「食のまち・大阪を守り、外食を楽しむ文化を取り戻したい」と7月1日、大阪商工会議所など大阪の主要な団体が一堂に介したプロモーションイベントが、「道頓堀づぼらや」(大阪市中央区)の前で開催。大阪府の吉村洋文知事と松井一郎大阪市長も駆けつけた。

『大阪の食を守ろう「食のまち・大阪」再始動』と題された同イベント。コロナ禍以前は人通りの多かった道沿いにこの日、「道頓堀ストリートカフェ特設テーブル」が設置されイベントが実施された。

吉村知事は、「道頓堀が元気にならないと大阪は元気にならない。感染症対策をやりながら、みなさんで盛り上げていきましょう」と挨拶。

松井市長も、「コロナにえらい目にあわされました。今、抑える形ができてきた。コロナに負けず、大阪の賑わいをV字回復目指していく。そのために、大阪で食を楽しんでいただきたい。10万円給付遅れていて、すみません。
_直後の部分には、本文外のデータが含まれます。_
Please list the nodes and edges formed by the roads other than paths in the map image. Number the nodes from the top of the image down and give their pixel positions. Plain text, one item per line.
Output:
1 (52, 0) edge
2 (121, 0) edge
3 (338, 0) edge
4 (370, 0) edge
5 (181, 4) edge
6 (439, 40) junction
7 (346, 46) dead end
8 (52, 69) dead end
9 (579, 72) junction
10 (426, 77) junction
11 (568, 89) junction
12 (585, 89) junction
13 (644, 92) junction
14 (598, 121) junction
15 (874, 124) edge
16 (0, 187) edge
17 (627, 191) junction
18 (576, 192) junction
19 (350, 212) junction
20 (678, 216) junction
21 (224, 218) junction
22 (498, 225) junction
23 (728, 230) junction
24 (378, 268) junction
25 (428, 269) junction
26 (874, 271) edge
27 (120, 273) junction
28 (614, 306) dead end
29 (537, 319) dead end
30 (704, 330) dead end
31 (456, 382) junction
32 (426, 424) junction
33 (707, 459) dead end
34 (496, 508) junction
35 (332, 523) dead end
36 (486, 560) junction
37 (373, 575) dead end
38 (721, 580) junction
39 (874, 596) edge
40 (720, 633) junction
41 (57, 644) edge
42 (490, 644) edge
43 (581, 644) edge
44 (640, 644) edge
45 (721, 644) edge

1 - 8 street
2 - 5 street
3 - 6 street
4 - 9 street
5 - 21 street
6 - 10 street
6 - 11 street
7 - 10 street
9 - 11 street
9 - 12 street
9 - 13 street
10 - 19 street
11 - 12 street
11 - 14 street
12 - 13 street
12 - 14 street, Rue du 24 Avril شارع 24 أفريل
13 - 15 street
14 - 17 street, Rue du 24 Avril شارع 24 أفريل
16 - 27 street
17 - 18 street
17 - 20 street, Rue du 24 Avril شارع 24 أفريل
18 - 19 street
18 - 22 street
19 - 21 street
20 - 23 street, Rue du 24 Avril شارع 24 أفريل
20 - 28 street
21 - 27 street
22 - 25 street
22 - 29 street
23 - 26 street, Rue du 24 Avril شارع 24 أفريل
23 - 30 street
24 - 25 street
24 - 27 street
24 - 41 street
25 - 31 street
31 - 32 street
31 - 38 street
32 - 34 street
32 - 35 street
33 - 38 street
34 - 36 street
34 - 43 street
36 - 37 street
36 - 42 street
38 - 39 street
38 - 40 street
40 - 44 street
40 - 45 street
必ず届きますので10万円、使ってください!」と会場を盛り上げた。

その後、2人をはじめとする参列者たちはたこ焼き、串揚げ、お好み焼きなど、大阪の名物グルメを堪能。

大阪商工会議所の尾崎裕会頭は、「こうやって外で食べるのも最高。今までインバウンドの人がいたからこんなことできなかったけれど、来るまではゆったりと外で食べられる仕掛けもやっていただきたい。道頓堀もついでに歩行者天国で、こうやっていっぱい店を出せるようにできれば」と提案。

それを受けた松井市長は、「それを御堂筋でもやろうと思っています」と返答し、新たな取り組みを検討していることが分かった。
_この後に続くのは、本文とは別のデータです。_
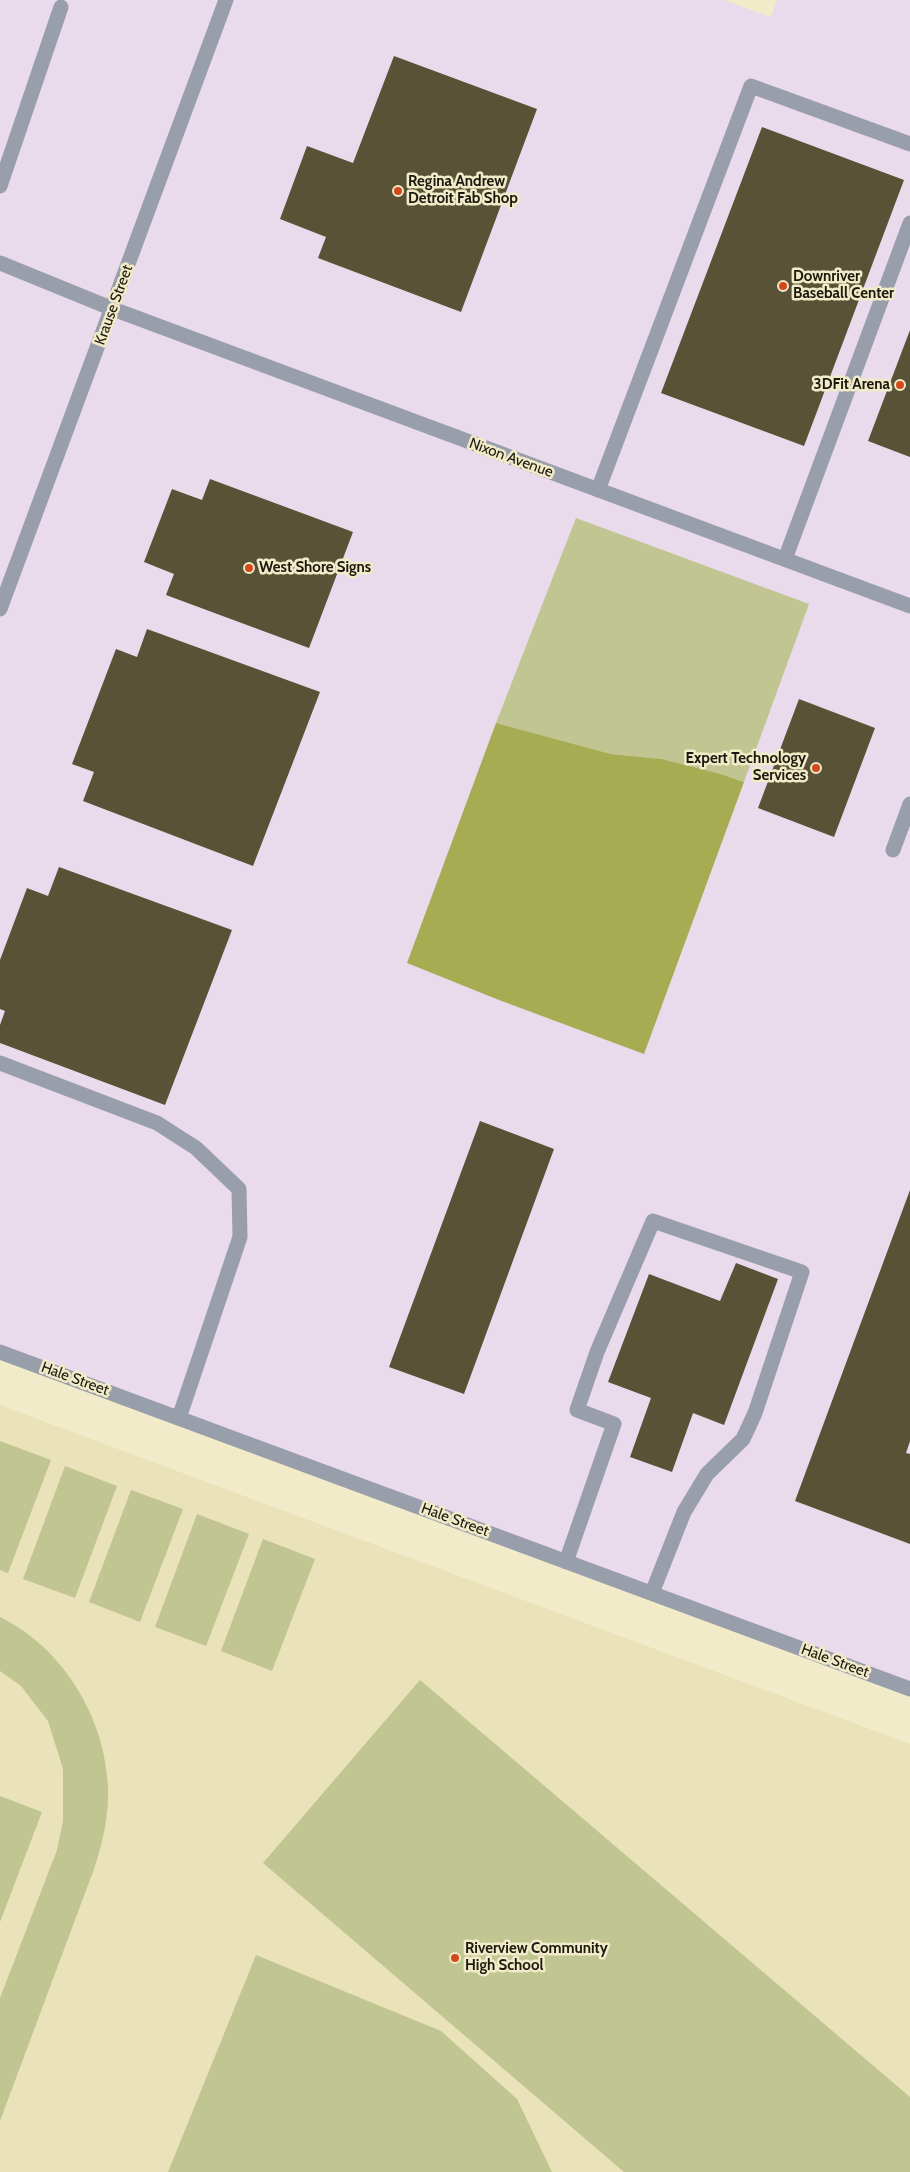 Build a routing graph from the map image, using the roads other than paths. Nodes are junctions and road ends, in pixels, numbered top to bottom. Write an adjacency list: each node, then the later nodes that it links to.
1 (226, 0): 7 (street, Krause Street)
2 (61, 7): 4 (street)
3 (910, 144): 8 (street)
4 (0, 186)
5 (910, 223): 9 (street)
6 (0, 263): 7 (street, Nixon Avenue)
7 (113, 309): 8 (street, Nixon Avenue); 10 (street, Krause Street)
8 (598, 490): 9 (street, Nixon Avenue)
9 (784, 559): 11 (street, Nixon Avenue)
10 (7, 570): 12 (street, Krause Street)
11 (910, 606)
12 (0, 610)
13 (910, 804): 14 (street)
14 (893, 850)
15 (0, 1063): 17 (street)
16 (0, 1352): 17 (street, Hale Street)
17 (179, 1418): 18 (street, Hale Street)
18 (566, 1562): 19 (street, Hale Street); 19 (street)
19 (652, 1593): 20 (street, Hale Street)
20 (910, 1689)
また、大阪の名物を食べた吉村知事は、「おいしい! でね、道頓堀で食事をするためにはお金が必要。私は大阪市民なのですが、待てど暮らせど10万円が入ってこないんですよ」と松井市長の隣で発言。

松井市長はすぐさまマイクを奪い、「あのね! 吉村知事は昨日ボーナスもらいましたから、10万円まったく必要かない。ひょっとして申請したの?」と問うと、吉村知事は「いち早く」と回答。

これに対し松井市長は、「公務員はゆっくり申請せいと言っただろう。いち早く? 却下します! こんなに早く申請するとは思わんかったわ」とあきれ顔。

7月上旬でも支給率が1割程度と言われている大阪市。府下でも対応の遅さが際立っているだけに、2人の掛け合いに会場からは失笑が起きた。